Available data: Begin

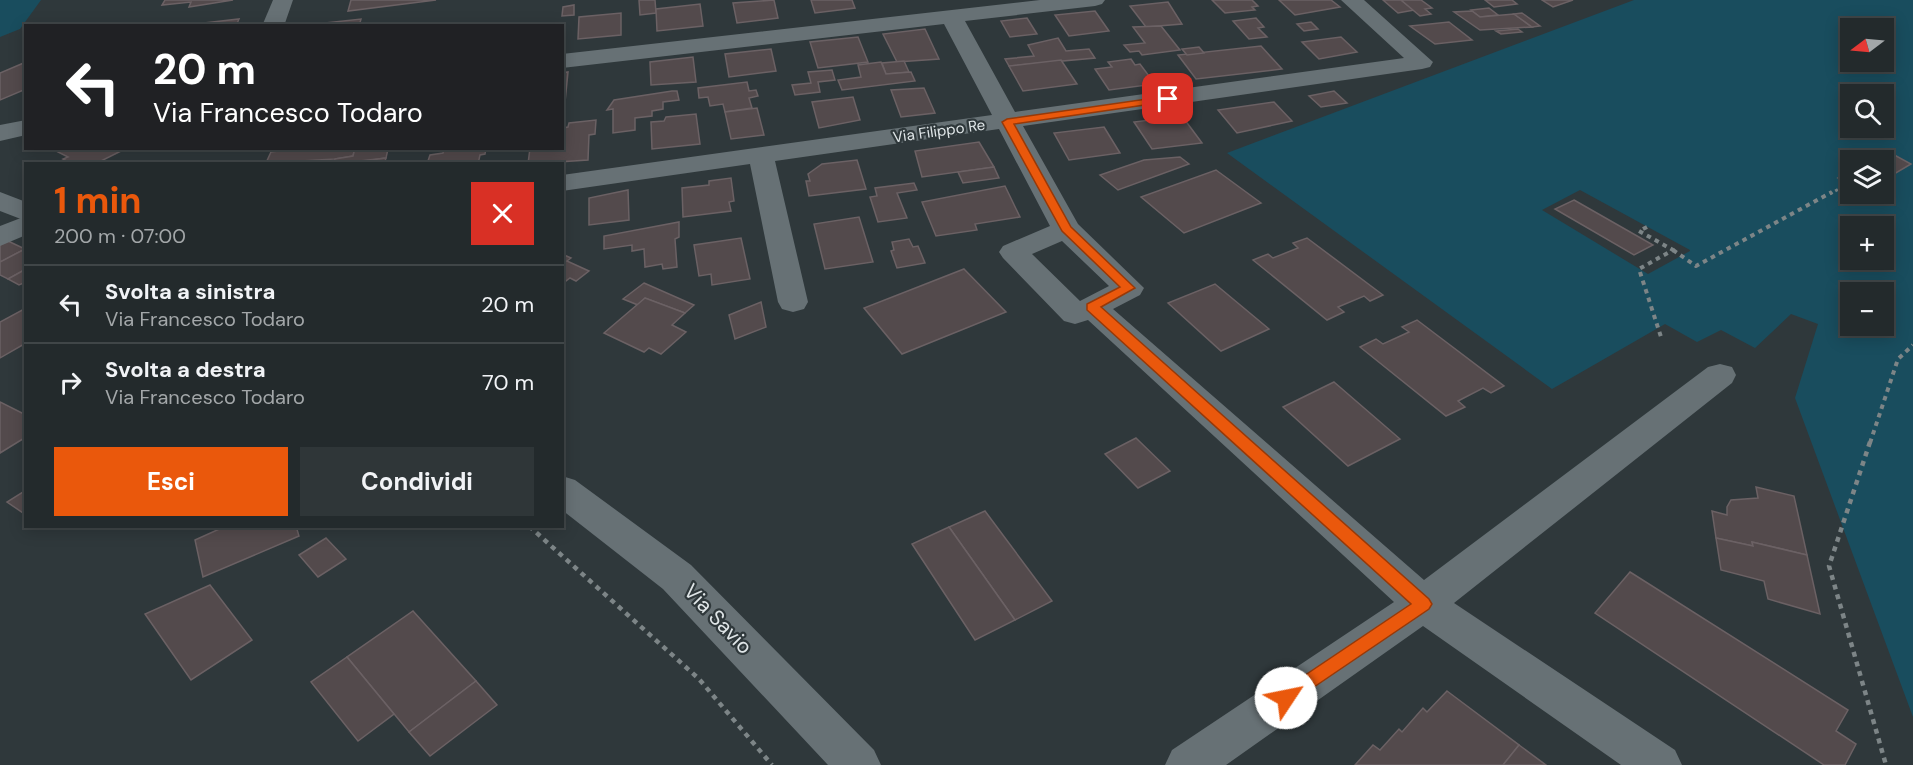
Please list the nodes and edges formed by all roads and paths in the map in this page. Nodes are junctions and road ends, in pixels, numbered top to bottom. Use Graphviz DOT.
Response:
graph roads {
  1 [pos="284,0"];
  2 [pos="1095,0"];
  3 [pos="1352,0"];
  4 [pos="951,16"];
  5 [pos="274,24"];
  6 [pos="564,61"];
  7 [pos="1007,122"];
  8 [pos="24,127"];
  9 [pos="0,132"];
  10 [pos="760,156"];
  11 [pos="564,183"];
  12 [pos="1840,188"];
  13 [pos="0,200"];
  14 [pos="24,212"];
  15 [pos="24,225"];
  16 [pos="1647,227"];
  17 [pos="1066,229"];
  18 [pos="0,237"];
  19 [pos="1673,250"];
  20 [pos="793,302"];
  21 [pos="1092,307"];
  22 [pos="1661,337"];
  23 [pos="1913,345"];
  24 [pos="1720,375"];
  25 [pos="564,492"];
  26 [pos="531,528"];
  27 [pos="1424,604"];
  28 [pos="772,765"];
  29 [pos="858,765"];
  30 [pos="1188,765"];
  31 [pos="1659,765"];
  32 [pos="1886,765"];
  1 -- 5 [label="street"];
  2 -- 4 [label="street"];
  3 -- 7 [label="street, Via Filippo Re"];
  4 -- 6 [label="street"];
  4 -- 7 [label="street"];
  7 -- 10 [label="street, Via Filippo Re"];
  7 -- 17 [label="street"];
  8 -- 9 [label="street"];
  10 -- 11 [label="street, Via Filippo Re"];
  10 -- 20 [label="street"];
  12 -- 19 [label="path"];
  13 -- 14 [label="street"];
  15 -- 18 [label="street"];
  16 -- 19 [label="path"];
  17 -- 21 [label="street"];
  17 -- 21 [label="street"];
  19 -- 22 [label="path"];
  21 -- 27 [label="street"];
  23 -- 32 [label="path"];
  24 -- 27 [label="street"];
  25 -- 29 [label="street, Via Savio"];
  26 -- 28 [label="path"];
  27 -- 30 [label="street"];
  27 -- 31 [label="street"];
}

Available data: End
Available data: Begin

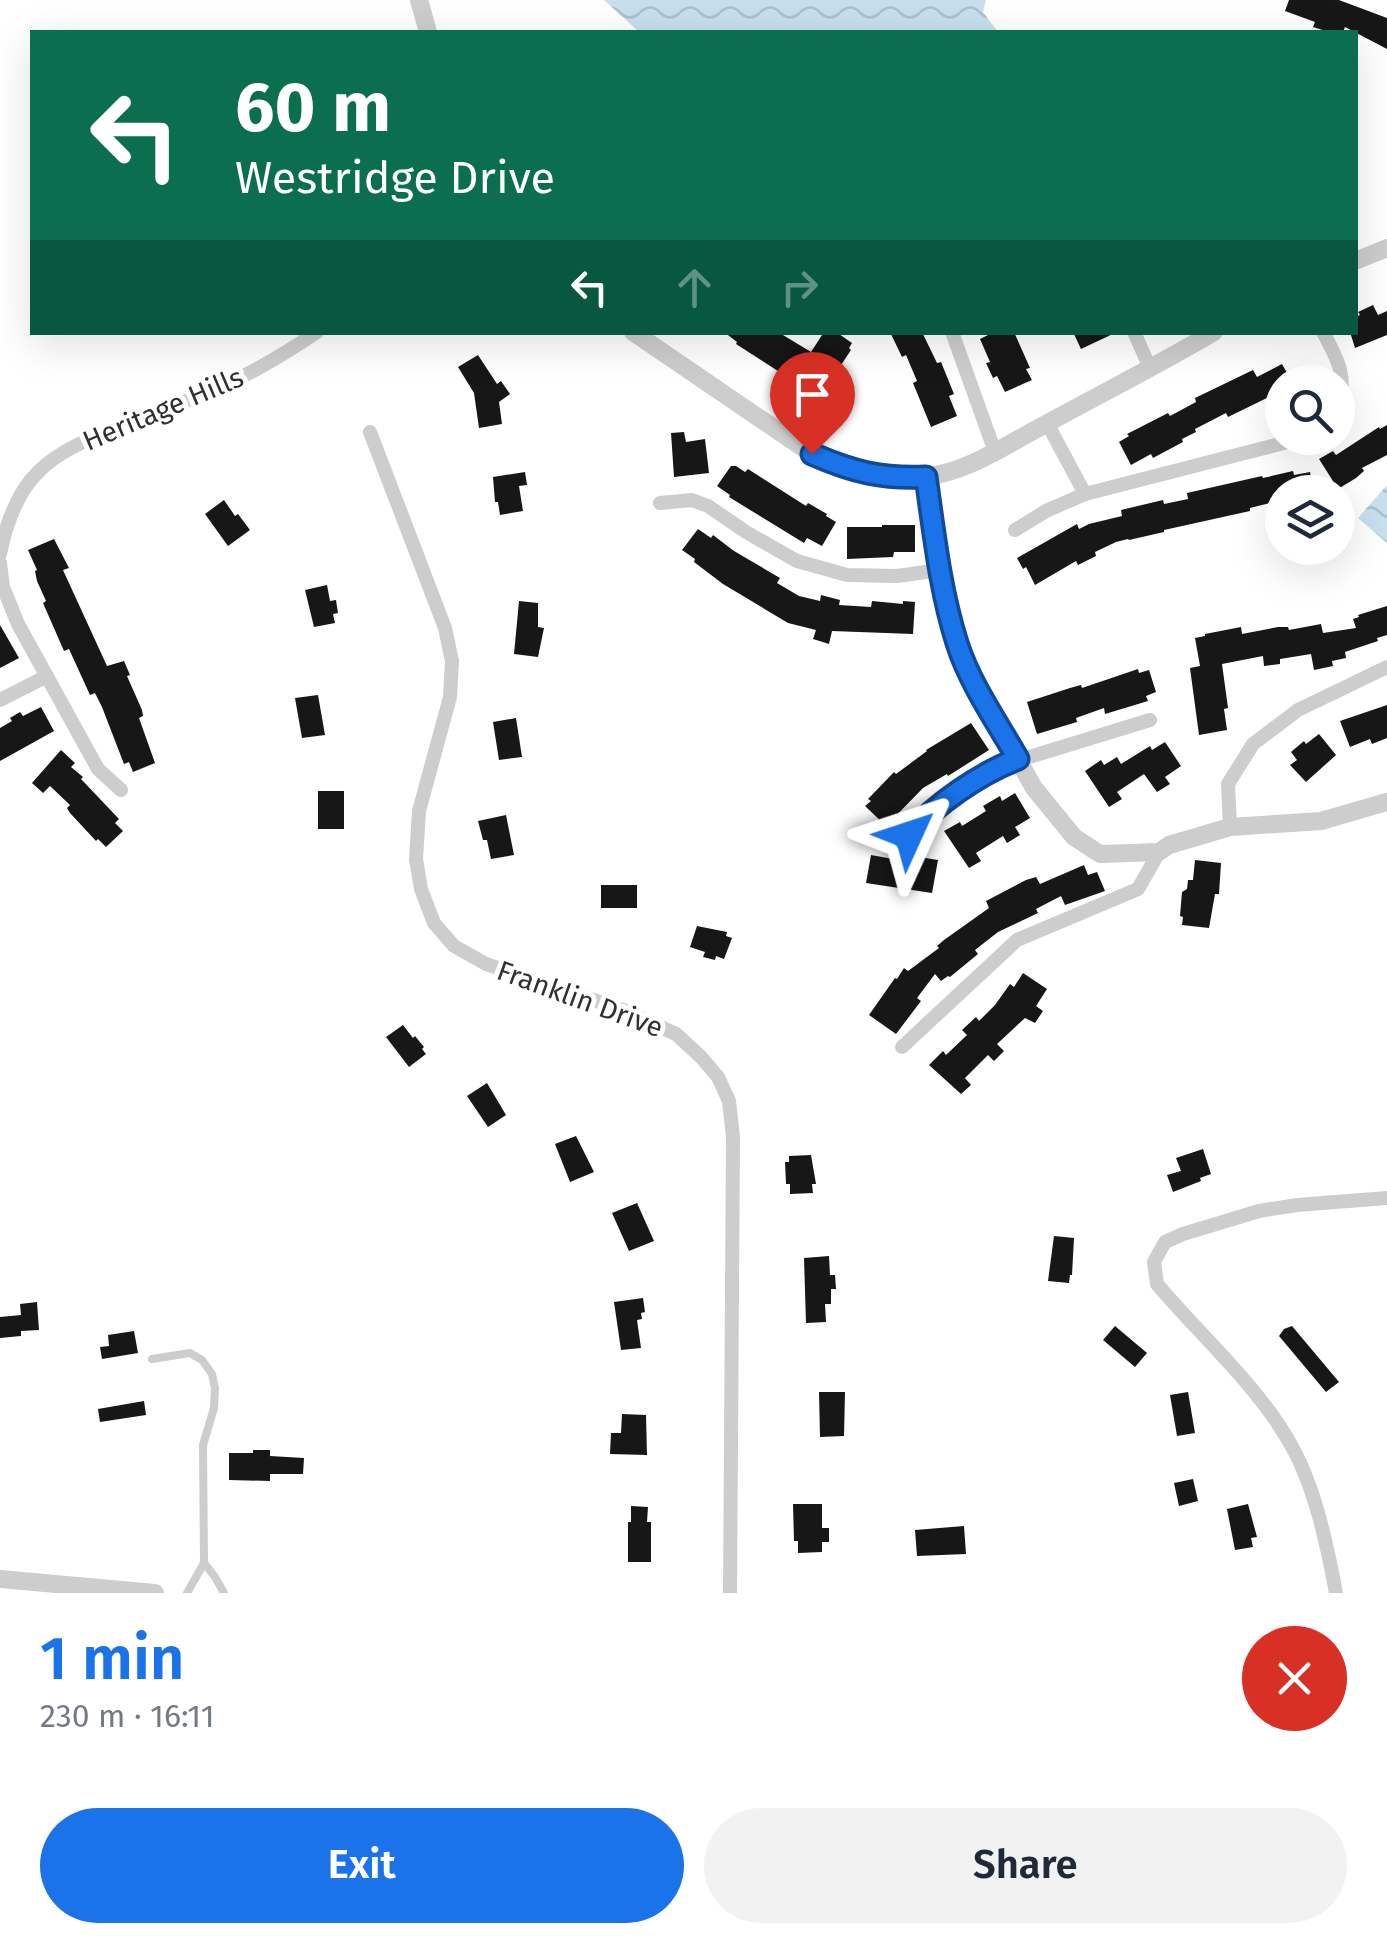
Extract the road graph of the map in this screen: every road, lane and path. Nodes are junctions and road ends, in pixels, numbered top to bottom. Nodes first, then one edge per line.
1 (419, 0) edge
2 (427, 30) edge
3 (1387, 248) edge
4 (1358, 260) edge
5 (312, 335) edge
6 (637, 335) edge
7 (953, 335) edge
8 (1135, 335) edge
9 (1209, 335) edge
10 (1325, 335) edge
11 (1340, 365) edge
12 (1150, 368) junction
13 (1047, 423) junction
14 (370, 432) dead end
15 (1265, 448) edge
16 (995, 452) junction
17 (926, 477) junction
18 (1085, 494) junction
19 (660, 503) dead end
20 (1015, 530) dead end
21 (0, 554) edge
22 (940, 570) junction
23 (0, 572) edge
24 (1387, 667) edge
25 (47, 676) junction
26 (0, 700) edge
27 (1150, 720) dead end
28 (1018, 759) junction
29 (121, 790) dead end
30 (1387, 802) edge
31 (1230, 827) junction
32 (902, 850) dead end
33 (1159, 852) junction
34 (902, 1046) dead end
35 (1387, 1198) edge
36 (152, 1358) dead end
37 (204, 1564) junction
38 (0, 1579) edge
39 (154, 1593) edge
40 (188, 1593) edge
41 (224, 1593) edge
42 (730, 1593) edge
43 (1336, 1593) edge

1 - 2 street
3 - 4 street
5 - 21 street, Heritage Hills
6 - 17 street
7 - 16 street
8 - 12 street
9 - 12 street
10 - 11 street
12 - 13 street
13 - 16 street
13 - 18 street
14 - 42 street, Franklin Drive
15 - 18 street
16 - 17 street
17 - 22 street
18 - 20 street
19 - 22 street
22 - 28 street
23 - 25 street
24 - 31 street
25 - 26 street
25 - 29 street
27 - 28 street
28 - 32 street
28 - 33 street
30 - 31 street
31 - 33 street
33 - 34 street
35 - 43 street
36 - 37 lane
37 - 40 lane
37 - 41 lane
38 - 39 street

Available data: End

§ Task item
The answer consists of every line above in which the word "Filippo" occurs.

§ Result below
  3 -- 7 [label="street, Via Filippo Re"];
  7 -- 10 [label="street, Via Filippo Re"];
  10 -- 11 [label="street, Via Filippo Re"];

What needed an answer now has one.